__Goal of the exercise__. In the following listing, find the lines containing "road" and report them.

__Available records__.
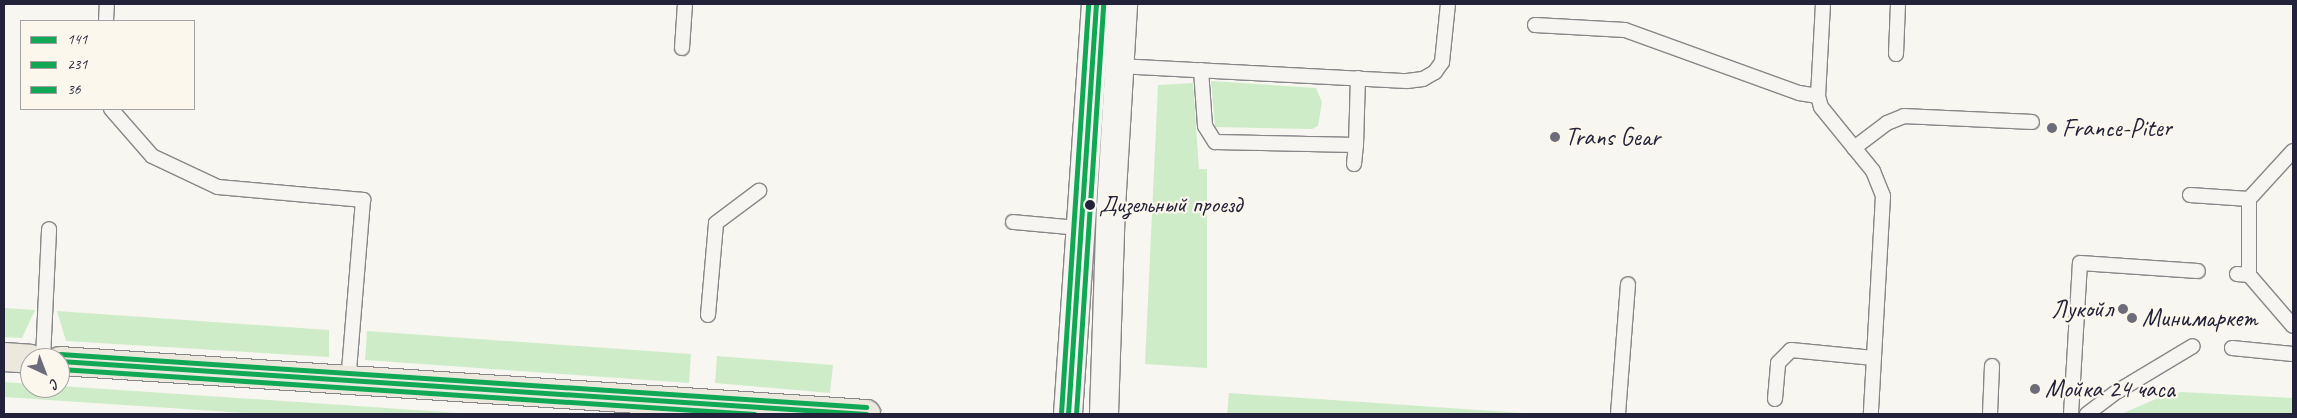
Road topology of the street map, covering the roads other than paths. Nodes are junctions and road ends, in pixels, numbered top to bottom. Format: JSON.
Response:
{"nodes":[{"id":1,"x":107,"y":4,"type":"edge"},
{"id":2,"x":685,"y":4,"type":"edge"},
{"id":3,"x":1096,"y":4,"type":"edge"},
{"id":4,"x":1123,"y":4,"type":"edge"},
{"id":5,"x":1448,"y":4,"type":"edge"},
{"id":6,"x":1823,"y":4,"type":"edge"},
{"id":7,"x":1898,"y":4,"type":"edge"},
{"id":8,"x":106,"y":20,"type":"edge"},
{"id":9,"x":1535,"y":25,"type":"dead end"},
{"id":10,"x":682,"y":48,"type":"dead end"},
{"id":11,"x":1896,"y":54,"type":"dead end"},
{"id":12,"x":1118,"y":66,"type":"junction"},
{"id":13,"x":1201,"y":70,"type":"junction"},
{"id":14,"x":1358,"y":78,"type":"junction"},
{"id":15,"x":1818,"y":96,"type":"junction"},
{"id":16,"x":111,"y":110,"type":"edge"},
{"id":17,"x":2032,"y":122,"type":"dead end"},
{"id":18,"x":1356,"y":145,"type":"junction"},
{"id":19,"x":1854,"y":148,"type":"junction"},
{"id":20,"x":2293,"y":151,"type":"edge"},
{"id":21,"x":1354,"y":164,"type":"dead end"},
{"id":22,"x":759,"y":191,"type":"dead end"},
{"id":23,"x":2190,"y":195,"type":"dead end"},
{"id":24,"x":2249,"y":199,"type":"junction"},
{"id":25,"x":1013,"y":222,"type":"dead end"},
{"id":26,"x":1079,"y":228,"type":"junction"},
{"id":27,"x":49,"y":229,"type":"dead end"},
{"id":28,"x":2198,"y":271,"type":"dead end"},
{"id":29,"x":1628,"y":284,"type":"dead end"},
{"id":30,"x":708,"y":315,"type":"dead end"},
{"id":31,"x":2293,"y":326,"type":"edge"},
{"id":32,"x":2193,"y":346,"type":"dead end"},
{"id":33,"x":43,"y":348,"type":"edge"},
{"id":34,"x":2232,"y":348,"type":"dead end"},
{"id":35,"x":2293,"y":354,"type":"edge"},
{"id":36,"x":4,"y":357,"type":"edge"},
{"id":37,"x":20,"y":358,"type":"edge"},
{"id":38,"x":1874,"y":358,"type":"junction"},
{"id":39,"x":70,"y":362,"type":"edge"},
{"id":40,"x":1992,"y":366,"type":"dead end"},
{"id":41,"x":348,"y":381,"type":"junction"},
{"id":42,"x":1775,"y":399,"type":"dead end"},
{"id":43,"x":866,"y":414,"type":"edge"},
{"id":44,"x":1068,"y":414,"type":"edge"},
{"id":45,"x":1104,"y":414,"type":"edge"},
{"id":46,"x":1618,"y":414,"type":"edge"},
{"id":47,"x":1871,"y":414,"type":"edge"},
{"id":48,"x":1990,"y":414,"type":"edge"},
{"id":49,"x":2071,"y":414,"type":"edge"},
{"id":50,"x":2087,"y":414,"type":"edge"}],
"edges":[{"from":1,"to":8,"type":"lane"},
{"from":2,"to":10,"type":"lane"},
{"from":3,"to":26,"type":"street"},
{"from":4,"to":12,"type":"street"},
{"from":5,"to":14,"type":"lane"},
{"from":6,"to":15,"type":"lane"},
{"from":7,"to":11,"type":"lane"},
{"from":9,"to":15,"type":"lane"},
{"from":12,"to":13,"type":"lane"},
{"from":12,"to":45,"type":"street"},
{"from":13,"to":14,"type":"lane"},
{"from":13,"to":18,"type":"lane"},
{"from":14,"to":18,"type":"lane"},
{"from":15,"to":19,"type":"lane"},
{"from":16,"to":41,"type":"lane"},
{"from":17,"to":19,"type":"lane"},
{"from":18,"to":21,"type":"lane"},
{"from":19,"to":38,"type":"lane"},
{"from":20,"to":24,"type":"lane"},
{"from":22,"to":30,"type":"lane"},
{"from":23,"to":24,"type":"lane"},
{"from":24,"to":31,"type":"lane"},
{"from":25,"to":26,"type":"lane"},
{"from":26,"to":44,"type":"street"},
{"from":27,"to":33,"type":"lane"},
{"from":28,"to":49,"type":"lane"},
{"from":29,"to":46,"type":"lane"},
{"from":32,"to":50,"type":"lane"},
{"from":34,"to":35,"type":"lane"},
{"from":36,"to":37,"type":"main road"},
{"from":38,"to":42,"type":"lane"},
{"from":38,"to":47,"type":"lane"},
{"from":39,"to":41,"type":"main road"},
{"from":40,"to":48,"type":"lane"},
{"from":41,"to":43,"type":"main road"}]}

__Problem solution__.
Road topology of the street map, covering the roads other than paths. Nodes are junctions and road ends, in pixels, numbered top to bottom. Format: JSON.
{"from":36,"to":37,"type":"main road"},
{"from":39,"to":41,"type":"main road"},
{"from":41,"to":43,"type":"main road"}]}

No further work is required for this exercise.